Task objective — Check every line of the entries below for "than", and copy the lines that have it.

─── Data extracts

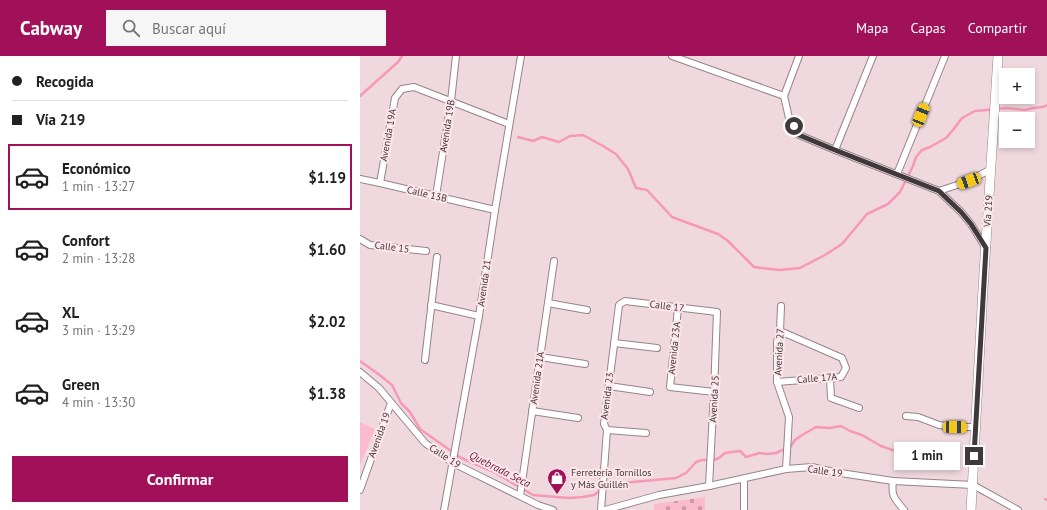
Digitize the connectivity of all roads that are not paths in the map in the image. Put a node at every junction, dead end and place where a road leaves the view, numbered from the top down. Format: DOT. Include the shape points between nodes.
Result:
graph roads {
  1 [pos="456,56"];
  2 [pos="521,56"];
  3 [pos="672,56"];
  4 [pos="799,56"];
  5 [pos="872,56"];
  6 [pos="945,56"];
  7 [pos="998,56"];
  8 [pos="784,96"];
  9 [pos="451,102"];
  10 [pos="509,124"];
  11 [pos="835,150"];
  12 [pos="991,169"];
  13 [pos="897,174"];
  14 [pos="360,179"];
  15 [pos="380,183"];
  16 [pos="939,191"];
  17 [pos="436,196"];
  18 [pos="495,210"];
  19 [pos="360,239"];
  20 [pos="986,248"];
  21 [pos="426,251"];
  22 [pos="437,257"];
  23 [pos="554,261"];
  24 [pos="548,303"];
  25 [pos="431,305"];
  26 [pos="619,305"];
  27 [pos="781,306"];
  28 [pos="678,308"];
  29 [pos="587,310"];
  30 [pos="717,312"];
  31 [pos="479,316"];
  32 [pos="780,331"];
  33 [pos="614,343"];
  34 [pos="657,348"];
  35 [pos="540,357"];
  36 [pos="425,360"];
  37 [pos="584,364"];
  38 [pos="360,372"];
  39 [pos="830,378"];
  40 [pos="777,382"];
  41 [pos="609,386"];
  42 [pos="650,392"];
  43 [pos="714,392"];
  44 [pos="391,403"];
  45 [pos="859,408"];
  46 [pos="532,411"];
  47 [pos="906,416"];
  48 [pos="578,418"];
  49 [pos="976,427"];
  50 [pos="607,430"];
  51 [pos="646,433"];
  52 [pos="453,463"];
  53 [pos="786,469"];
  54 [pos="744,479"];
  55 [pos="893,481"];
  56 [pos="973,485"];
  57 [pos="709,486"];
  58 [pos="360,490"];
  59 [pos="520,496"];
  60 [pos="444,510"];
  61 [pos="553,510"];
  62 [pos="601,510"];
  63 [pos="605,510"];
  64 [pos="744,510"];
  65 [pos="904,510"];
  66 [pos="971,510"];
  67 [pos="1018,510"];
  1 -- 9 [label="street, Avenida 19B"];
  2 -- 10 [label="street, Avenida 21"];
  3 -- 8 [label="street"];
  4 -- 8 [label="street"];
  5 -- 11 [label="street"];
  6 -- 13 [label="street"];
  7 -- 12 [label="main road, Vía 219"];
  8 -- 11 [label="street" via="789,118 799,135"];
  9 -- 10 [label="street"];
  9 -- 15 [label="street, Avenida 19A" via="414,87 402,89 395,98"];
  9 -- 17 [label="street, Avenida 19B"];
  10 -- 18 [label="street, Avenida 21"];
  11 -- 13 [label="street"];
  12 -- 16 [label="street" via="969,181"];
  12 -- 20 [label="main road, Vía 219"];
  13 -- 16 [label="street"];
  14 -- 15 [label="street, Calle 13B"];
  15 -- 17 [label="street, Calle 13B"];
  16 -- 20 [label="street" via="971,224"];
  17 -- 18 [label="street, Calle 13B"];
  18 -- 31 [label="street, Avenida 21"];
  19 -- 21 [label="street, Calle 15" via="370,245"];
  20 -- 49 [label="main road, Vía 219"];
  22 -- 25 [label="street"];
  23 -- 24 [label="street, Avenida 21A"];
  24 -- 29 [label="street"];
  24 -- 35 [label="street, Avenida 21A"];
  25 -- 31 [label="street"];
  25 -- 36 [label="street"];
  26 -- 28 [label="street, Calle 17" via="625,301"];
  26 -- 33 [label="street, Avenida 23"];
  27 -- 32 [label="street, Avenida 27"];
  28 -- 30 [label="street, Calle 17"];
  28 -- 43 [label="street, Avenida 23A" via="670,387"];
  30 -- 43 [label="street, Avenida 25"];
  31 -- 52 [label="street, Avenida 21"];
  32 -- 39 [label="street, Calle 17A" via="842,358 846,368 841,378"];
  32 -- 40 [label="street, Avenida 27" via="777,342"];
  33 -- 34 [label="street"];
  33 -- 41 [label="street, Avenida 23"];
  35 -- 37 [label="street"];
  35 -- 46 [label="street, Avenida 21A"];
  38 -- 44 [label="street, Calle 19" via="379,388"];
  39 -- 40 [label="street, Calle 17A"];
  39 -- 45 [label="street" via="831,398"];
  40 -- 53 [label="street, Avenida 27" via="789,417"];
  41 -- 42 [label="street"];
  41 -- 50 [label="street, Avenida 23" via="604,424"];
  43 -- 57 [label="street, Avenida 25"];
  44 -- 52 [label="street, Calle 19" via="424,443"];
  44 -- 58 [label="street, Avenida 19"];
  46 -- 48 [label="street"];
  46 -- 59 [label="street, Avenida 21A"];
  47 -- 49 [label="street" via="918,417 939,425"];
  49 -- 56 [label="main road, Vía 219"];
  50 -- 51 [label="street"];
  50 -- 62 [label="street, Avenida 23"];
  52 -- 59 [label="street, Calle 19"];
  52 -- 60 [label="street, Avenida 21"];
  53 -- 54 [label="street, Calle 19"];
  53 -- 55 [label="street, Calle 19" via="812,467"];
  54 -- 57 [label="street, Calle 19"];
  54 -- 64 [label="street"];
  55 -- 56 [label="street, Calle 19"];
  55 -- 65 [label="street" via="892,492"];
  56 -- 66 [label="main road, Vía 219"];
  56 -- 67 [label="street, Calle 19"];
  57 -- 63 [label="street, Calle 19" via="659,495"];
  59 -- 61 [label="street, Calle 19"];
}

──────
─── Data extracts

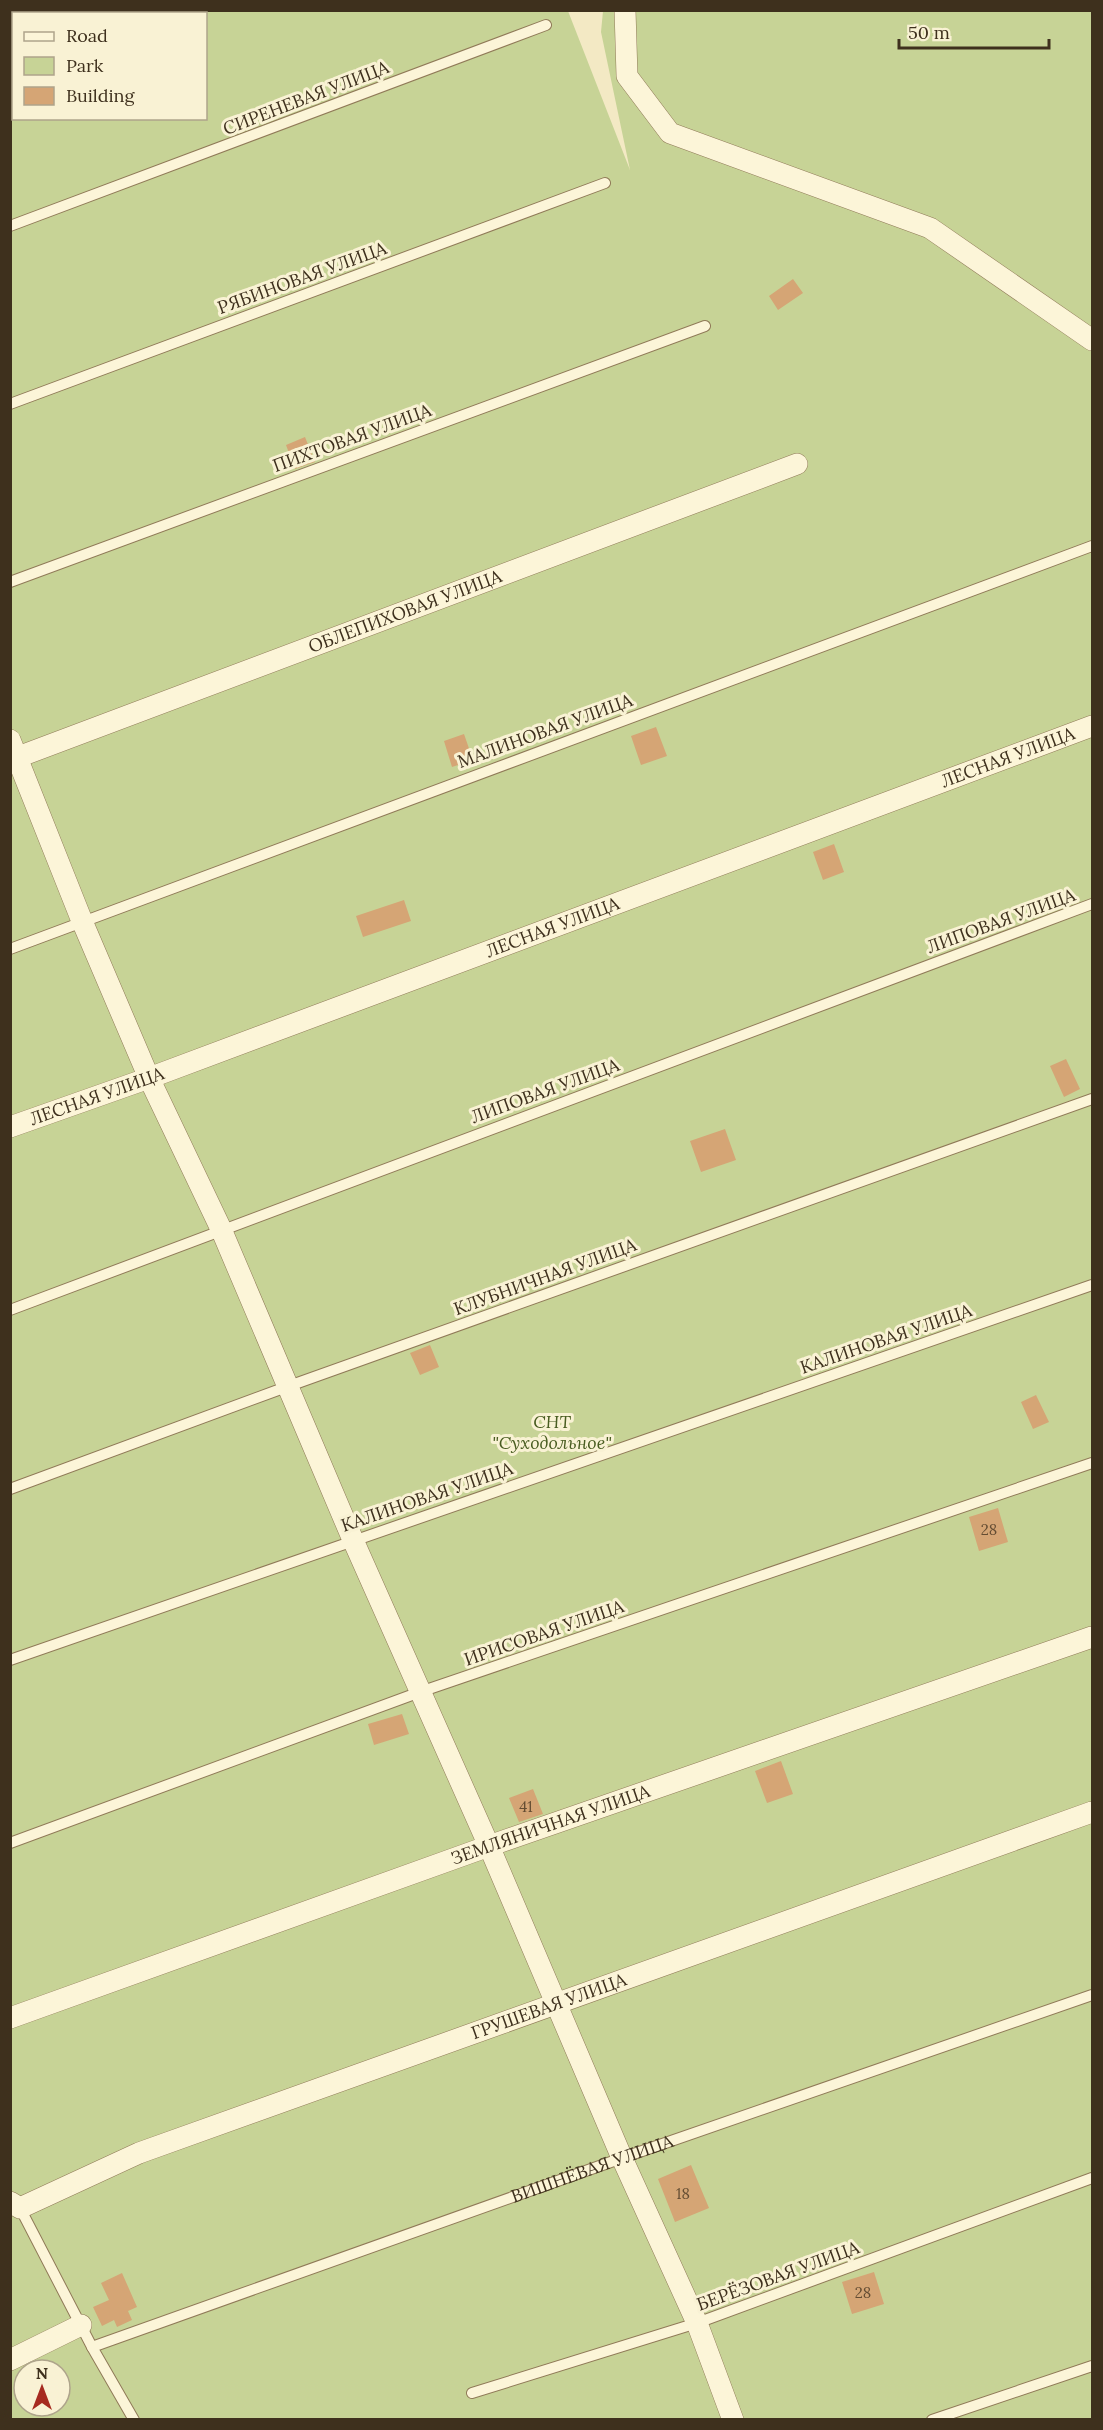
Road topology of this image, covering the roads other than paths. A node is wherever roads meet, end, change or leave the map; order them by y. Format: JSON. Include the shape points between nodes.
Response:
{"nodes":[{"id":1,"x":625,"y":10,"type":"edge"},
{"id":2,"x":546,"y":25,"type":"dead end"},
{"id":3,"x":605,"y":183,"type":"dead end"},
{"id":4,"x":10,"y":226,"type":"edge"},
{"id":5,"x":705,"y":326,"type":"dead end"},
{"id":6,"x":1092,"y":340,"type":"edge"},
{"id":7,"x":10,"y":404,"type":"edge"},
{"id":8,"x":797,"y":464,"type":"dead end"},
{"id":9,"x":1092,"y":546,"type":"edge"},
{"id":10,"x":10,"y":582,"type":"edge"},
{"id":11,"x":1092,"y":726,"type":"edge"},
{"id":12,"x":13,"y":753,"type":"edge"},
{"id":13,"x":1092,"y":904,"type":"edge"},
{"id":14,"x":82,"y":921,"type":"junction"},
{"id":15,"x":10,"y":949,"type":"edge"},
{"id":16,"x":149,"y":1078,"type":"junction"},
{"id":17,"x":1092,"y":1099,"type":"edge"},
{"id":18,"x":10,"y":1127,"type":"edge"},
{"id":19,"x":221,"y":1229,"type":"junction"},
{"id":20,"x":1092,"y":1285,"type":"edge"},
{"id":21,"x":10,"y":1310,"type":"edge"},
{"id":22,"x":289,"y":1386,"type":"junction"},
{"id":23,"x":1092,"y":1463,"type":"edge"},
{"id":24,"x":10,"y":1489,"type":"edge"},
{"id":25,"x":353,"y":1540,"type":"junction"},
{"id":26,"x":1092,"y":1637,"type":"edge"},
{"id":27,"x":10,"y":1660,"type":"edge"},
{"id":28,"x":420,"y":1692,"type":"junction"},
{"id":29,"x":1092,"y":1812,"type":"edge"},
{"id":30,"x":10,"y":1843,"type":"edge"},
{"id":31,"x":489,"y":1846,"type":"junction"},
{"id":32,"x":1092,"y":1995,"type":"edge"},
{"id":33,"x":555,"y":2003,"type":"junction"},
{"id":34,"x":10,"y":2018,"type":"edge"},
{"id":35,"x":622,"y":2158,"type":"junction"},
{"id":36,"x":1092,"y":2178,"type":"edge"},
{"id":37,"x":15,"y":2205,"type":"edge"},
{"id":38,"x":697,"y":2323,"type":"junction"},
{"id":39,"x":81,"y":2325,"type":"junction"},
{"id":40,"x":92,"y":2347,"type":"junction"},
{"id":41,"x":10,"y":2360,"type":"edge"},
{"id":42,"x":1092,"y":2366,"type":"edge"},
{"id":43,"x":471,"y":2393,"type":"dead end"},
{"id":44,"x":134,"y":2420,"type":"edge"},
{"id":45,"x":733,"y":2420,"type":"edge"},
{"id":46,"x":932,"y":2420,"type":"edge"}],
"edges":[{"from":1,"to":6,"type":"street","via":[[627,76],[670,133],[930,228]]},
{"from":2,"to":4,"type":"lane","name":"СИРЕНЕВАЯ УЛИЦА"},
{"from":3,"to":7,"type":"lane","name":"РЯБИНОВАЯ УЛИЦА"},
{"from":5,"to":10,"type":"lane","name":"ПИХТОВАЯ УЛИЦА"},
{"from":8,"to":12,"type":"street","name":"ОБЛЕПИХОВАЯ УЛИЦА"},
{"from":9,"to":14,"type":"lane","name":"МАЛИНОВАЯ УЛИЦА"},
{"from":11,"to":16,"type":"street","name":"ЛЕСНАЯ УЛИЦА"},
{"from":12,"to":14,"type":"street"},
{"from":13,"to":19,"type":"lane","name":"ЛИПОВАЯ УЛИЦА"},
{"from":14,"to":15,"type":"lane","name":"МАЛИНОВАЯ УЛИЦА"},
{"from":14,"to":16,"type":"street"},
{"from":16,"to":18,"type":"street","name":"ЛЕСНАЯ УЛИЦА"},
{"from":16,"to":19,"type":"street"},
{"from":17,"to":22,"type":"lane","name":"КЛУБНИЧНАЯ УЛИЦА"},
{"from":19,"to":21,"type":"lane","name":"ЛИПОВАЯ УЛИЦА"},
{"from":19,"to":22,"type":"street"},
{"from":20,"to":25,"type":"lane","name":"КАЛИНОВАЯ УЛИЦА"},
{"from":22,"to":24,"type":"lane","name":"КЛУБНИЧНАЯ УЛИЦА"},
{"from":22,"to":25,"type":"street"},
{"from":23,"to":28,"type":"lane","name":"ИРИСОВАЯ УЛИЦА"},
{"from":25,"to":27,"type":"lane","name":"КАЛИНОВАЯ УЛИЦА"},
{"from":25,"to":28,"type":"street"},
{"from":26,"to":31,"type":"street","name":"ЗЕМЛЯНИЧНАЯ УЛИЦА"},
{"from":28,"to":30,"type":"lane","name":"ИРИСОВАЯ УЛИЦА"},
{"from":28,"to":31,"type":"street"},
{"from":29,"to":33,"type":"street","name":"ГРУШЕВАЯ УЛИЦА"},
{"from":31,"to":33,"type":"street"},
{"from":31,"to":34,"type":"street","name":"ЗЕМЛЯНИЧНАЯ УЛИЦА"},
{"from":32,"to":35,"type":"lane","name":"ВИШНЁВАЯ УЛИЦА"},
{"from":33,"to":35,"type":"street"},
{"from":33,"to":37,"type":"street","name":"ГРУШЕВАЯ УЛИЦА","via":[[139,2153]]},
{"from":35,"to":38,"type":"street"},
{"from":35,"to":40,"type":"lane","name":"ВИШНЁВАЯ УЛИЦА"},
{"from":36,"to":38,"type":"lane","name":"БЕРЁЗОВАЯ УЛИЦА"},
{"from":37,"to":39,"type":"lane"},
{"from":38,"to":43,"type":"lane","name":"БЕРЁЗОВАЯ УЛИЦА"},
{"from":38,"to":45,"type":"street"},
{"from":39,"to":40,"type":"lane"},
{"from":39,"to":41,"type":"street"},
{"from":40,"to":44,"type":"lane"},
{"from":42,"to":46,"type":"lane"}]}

──────
─── Data extracts

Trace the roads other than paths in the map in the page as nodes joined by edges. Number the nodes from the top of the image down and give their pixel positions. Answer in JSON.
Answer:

──────

Worked solution —
Road topology of this image, covering the roads other than paths. A node is wherever roads meet, end, change or leave the map; order them by y. Format: JSON. Include the shape points between nodes.
Trace the roads other than paths in the map in the page as nodes joined by edges. Number the nodes from the top of the image down and give their pixel positions. Answer in JSON.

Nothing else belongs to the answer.